Job Fair Bekasi Ricuh: Perbedaan Pendapat Kemnaker dan Pengamat Soal Penyebabnya
Kericuhan Warnai Job Fair Bekasi, Kemnaker dan Pengamat Berbeda Pendapat
Bursa kerja (job fair) yang diselenggarakan oleh Pemerintah Kabupaten (Pemkab) Bekasi di Gedung Convention Center Presiden University, Jababeka, Cikarang Utara, pada Selasa (27/5/2025), berakhir ricuh. Insiden ini memicu perdebatan mengenai penyebab utama kericuhan tersebut antara Kementerian Ketenagakerjaan (Kemnaker) dan pengamat ketenagakerjaan.
Kronologi Kericuhan
Acara yang dipadati sekitar 25.000 pencari kerja itu diwarnai aksi saling dorong dan pukul saat para peserta berebut kode quick response (QR) untuk mengakses lowongan pekerjaan. Akibatnya, beberapa pencari kerja dilaporkan pingsan karena terhimpit massa yang panik. Job fair ini menawarkan 2.517 lowongan pekerjaan dari 64 perusahaan.
Tanggapan Kementerian Ketenagakerjaan (Kemnaker)
Kemnaker membantah bahwa minimnya lowongan pekerjaan menjadi penyebab utama kericuhan. Kepala Badan Perencanaan dan Pengembangan Kemenaker, Anwar Sanusi, berpendapat bahwa ketidaksiapan manajemen pelaksana dalam mengelola acara menjadi faktor utama. Ia menyoroti kapasitas gedung yang tidak memadai untuk menampung puluhan ribu pelamar.

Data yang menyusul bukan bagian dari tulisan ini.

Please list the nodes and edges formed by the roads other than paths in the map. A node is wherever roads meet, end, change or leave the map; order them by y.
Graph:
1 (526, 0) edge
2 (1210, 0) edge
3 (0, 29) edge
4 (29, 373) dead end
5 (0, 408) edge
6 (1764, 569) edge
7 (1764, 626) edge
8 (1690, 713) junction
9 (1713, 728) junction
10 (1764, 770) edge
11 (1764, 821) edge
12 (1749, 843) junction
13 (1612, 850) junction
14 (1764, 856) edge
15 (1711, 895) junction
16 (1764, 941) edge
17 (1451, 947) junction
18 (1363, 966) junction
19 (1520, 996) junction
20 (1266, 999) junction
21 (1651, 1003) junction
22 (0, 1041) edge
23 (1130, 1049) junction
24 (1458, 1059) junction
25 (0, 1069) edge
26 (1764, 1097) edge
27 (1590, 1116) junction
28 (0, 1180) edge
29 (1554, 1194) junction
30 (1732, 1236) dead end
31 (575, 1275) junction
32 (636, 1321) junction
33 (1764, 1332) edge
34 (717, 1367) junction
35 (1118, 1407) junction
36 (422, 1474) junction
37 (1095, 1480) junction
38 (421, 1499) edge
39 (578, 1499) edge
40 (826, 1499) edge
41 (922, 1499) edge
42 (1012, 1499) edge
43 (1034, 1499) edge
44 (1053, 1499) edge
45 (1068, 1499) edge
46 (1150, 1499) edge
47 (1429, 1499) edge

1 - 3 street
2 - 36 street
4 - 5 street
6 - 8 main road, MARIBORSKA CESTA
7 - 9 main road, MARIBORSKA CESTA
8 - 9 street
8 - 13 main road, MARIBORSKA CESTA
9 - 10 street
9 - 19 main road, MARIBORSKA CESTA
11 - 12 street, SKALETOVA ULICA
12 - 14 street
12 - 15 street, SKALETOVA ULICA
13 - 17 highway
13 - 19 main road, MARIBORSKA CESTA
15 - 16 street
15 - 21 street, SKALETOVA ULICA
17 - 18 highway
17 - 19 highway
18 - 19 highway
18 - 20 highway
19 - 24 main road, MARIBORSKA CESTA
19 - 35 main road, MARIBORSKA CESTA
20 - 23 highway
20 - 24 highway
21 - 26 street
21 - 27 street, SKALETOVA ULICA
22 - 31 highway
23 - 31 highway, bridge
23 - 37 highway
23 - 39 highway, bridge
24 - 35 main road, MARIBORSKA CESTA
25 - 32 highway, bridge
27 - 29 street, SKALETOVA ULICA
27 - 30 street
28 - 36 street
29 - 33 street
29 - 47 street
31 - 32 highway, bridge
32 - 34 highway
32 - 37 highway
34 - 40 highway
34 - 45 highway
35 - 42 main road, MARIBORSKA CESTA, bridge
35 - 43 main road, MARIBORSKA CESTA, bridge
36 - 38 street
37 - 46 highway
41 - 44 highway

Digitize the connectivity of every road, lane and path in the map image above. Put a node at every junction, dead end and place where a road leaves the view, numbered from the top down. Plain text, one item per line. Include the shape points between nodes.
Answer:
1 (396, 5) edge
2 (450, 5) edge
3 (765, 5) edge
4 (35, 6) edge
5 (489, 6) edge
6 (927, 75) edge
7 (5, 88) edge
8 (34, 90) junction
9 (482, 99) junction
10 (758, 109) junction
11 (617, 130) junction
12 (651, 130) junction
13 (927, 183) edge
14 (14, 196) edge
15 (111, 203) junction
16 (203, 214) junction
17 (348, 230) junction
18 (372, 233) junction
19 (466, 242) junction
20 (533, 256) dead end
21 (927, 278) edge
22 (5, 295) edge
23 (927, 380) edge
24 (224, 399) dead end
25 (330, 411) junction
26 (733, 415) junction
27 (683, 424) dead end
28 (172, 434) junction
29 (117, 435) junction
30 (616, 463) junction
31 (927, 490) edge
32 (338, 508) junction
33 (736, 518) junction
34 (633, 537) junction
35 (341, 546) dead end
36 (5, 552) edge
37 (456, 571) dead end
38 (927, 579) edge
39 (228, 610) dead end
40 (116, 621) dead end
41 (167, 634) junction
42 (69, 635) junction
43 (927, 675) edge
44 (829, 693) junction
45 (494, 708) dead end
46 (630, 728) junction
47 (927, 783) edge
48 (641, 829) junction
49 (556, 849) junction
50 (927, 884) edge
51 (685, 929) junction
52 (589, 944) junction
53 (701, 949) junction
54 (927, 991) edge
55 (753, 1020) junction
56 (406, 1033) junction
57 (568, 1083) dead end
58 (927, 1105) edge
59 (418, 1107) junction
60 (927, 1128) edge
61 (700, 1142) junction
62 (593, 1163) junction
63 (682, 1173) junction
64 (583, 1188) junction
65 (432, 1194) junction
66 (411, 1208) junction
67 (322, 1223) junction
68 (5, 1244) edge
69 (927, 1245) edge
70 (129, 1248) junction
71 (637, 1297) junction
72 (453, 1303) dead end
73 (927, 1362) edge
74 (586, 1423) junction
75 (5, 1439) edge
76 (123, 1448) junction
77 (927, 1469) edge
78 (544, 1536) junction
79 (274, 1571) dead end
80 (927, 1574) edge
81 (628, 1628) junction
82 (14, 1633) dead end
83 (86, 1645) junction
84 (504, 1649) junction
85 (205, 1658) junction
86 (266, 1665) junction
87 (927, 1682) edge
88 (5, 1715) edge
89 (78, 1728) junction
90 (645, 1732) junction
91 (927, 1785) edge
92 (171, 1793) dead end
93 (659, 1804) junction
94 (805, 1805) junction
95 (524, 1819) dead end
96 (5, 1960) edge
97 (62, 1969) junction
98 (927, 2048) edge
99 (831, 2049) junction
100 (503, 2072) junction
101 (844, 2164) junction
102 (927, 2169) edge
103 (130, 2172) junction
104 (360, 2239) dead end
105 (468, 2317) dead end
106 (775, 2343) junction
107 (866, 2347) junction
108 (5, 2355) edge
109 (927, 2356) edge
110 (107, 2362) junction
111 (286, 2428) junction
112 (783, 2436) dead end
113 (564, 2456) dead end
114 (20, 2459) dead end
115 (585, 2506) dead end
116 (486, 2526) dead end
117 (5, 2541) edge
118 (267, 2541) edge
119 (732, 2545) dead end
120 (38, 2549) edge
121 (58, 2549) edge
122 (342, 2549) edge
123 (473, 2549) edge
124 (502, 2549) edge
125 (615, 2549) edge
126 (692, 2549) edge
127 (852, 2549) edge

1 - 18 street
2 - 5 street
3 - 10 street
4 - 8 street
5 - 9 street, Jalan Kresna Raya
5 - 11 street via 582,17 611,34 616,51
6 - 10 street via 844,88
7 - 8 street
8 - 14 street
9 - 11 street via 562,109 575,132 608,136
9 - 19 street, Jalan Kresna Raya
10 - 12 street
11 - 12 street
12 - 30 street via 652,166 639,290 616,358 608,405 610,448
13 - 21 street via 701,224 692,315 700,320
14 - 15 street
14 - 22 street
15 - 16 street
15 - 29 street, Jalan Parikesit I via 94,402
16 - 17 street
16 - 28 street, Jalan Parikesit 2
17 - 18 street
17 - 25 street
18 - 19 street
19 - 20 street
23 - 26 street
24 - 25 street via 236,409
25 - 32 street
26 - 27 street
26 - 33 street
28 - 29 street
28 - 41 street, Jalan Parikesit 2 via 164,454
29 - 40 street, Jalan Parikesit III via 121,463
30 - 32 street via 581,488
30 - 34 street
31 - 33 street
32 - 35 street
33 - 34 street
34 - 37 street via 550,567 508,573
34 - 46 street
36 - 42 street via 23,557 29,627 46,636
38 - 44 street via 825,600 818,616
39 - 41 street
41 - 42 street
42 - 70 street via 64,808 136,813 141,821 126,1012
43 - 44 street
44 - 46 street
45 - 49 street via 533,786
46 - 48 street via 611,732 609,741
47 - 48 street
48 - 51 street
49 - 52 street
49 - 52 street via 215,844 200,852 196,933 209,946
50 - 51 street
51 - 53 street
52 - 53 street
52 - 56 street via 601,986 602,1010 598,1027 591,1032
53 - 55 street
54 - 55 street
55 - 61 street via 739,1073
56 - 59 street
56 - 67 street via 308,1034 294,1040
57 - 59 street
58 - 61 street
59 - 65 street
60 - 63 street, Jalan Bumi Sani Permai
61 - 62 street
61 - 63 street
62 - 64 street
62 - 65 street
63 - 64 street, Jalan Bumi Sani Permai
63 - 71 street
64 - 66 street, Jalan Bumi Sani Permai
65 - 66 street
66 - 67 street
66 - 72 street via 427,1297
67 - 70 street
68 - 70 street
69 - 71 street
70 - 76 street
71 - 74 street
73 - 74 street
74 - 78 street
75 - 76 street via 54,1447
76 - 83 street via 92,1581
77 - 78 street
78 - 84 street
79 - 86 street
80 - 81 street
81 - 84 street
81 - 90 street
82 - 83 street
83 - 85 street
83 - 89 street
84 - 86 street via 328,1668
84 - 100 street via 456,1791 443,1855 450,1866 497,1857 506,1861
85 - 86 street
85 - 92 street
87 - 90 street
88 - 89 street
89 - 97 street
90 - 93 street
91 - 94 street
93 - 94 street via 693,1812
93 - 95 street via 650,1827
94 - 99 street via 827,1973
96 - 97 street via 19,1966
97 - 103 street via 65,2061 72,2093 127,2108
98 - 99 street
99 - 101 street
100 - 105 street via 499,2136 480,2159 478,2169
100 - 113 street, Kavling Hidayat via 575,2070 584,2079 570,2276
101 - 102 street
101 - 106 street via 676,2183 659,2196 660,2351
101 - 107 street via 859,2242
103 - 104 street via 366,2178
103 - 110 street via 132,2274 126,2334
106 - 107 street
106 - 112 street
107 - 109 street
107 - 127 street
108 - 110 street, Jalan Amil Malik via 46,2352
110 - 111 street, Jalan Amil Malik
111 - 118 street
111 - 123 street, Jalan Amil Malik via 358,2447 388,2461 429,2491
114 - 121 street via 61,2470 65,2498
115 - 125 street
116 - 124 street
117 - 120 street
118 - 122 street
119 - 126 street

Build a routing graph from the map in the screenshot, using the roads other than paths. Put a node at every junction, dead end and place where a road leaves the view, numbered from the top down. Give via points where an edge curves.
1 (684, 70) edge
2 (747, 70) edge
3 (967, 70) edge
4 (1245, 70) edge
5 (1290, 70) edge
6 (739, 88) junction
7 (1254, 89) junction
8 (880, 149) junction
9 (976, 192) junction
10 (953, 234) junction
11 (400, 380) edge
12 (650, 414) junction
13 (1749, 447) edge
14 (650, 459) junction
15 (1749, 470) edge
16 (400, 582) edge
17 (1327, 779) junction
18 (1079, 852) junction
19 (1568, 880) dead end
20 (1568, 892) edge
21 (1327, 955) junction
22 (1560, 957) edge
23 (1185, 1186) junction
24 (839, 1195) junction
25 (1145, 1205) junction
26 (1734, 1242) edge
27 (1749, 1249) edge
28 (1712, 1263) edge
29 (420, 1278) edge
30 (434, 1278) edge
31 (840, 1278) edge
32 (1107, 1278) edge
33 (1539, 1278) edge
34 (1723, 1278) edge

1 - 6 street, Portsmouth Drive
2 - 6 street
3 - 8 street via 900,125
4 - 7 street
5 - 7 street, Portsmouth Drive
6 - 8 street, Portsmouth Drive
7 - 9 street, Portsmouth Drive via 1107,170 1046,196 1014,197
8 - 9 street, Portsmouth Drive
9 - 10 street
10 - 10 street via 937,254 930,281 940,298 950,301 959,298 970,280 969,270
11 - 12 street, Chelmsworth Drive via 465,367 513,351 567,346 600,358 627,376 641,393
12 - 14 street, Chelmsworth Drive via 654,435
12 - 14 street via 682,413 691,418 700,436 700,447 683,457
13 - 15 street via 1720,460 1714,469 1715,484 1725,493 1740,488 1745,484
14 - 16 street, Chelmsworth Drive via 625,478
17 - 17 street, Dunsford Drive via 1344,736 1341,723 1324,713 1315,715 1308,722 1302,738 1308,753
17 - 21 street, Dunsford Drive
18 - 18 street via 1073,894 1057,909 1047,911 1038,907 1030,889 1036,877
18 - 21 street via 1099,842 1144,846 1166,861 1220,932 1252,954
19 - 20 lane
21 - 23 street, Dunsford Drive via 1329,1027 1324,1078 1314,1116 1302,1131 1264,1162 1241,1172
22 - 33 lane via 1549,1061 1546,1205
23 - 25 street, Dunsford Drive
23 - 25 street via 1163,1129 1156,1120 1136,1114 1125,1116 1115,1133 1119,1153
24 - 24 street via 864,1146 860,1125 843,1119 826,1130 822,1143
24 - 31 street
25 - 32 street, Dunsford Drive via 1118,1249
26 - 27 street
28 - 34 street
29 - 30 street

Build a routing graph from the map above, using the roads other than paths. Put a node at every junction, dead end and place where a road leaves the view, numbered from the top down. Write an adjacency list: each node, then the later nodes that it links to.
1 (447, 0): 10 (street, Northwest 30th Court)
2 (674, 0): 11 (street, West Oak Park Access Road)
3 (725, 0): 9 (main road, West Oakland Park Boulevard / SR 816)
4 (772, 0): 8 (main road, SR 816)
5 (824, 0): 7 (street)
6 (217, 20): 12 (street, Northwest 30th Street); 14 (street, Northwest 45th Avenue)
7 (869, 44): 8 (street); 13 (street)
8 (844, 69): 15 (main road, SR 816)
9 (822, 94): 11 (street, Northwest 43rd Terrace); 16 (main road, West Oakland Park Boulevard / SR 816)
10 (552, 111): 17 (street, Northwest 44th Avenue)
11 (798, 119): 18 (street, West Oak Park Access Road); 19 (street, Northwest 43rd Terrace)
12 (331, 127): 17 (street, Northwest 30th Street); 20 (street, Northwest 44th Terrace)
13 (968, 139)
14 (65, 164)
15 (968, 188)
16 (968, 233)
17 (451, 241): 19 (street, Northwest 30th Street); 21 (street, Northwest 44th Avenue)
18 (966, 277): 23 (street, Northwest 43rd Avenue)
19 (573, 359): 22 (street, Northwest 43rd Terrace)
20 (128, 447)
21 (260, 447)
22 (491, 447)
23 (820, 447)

"Jumlah peserta sangat banyak, mencapai puluhan ribu, sementara kapasitas gedung tidak memadai," ujar Anwar. Ia menambahkan bahwa pelaksanaan job fair seharusnya dikoordinasikan dengan Kementerian Ketenagakerjaan, khususnya melalui Unit Pasar Kerja, untuk memastikan pengelolaan acara yang lebih baik.
Anwar juga menyarankan agar job fair di masa mendatang dilaksanakan di ruang terbuka dengan banyak pintu masuk dan keluar untuk mengelola arus lalu lintas pengunjung dengan lebih efektif.
Pandangan Pengamat Ketenagakerjaan
Pengamat Ketenagakerjaan, Tadjuddin Noer Effendi, memiliki pandangan berbeda. Menurutnya, kericuhan ini merupakan indikasi tingginya kebutuhan masyarakat akan pekerjaan. Ia menyoroti angka pengangguran yang terus meningkat dan menilai pemerintah belum cukup cepat dalam menciptakan lapangan kerja.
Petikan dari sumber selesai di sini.